If anyone implements this idea I expect a cut. :-)
Clell Tickle: Indie Marketing Guru

This is beautiful satire, yet rings quite true.
(Funny thing is, I remember a few hardcore bands in the old days pretty much exactly doing this.)

Wednesday, August 09, 2006

Shhhhhh... Haystack Is Now In Beta

After almost two years grinding away in our startup sweatshop over by the Jacob Javits Center, Haystack is finally in private beta. With great pride (and a little trepidation) we switched the IP over from our dev servers at 5:42 yesterday evening.

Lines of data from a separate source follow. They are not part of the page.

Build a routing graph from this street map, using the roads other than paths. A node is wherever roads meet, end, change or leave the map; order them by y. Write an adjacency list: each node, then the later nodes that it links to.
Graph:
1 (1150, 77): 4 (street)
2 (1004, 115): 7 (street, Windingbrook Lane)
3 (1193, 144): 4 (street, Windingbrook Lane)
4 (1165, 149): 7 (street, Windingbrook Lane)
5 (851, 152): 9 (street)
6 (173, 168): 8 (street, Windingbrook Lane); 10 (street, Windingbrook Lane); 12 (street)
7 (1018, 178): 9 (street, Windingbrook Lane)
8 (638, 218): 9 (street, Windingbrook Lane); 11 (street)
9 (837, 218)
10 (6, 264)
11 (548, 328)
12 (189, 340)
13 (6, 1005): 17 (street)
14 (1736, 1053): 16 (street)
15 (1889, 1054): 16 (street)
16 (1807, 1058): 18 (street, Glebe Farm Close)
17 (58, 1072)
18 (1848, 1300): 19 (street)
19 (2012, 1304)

Right now, we're in "soundcheck" beta mode- fixing bugs, polishing the chrome, and getting music content in from content partners, friends, and family. We will slowly be opening the service to the public. If you're in a band or from a label, we'd love to have you aboard. Please sign up for entry at the site. We promise that we'll let you in as soon as we can.

Tuesday, August 08, 2006

Haystack Update

I got a message about how I haven't said anything about Haystack for a little while. The truth is that we're a few days away from the private beta, and have several big strategic partnership announcements coming to coincide with our founder speaking at Digital Hollywood.

Saturday, August 05, 2006

Tower In Trouble

The LA Times (via Coolfer,) reports that Tower Records seems to be in trouble again and could be going down for the count.

Tower was the one chain that could be counted on to bring in more than just the "hit" music, and really catered to the music-loving crowd. When searching for deeper major label catalog as a buyer you could pretty much go to the tower stores and find what you were looking for. As a label, they'd always take the chance on my releases and during late 80's and 90's, really was the only chain that would take my stuff in quantity (and sell through it) without demanding an advertising quid-pro-quo.

If they truly go down (as they almost did once before,) it strengthens the remaing big players like Transworld, Best Buy and Circuit City. (I don't count Target and Wal-Mart because they don't carry much indie punk/hardcore stuff.) I can't imagine that indie label life will get any easier with them gone.

This is yet another reason why I believe that the future of emerging artists is clearly headed in the digital direction.

Thursday, August 03, 2006

Warner Music Digital Revenue Up 109%

According to Paidcontent:
Warner Music Group’s FY3Q06 earnings report backs up its rep as a music company that “gets” digital. Revenue from online hit $92 million, up 109 percent from $44 million in its third fiscal quarter last year. Perhaps more important, that represents 11 percent of the company’s total revenue and digital accounted for half of the year-over-year gain. Warner continues to have a larger digital presence domestically — 74 percent of digital revenue comes from the U.S.
Although I've previously said Cordless is a flawed model of a digital record company, the parent company seems to be going in the right direction. I wonder what the breakdown for indies is? In some months, digital accounts for almost 50% of Blackout! music sales.

UPDATE- they still posted a loss though.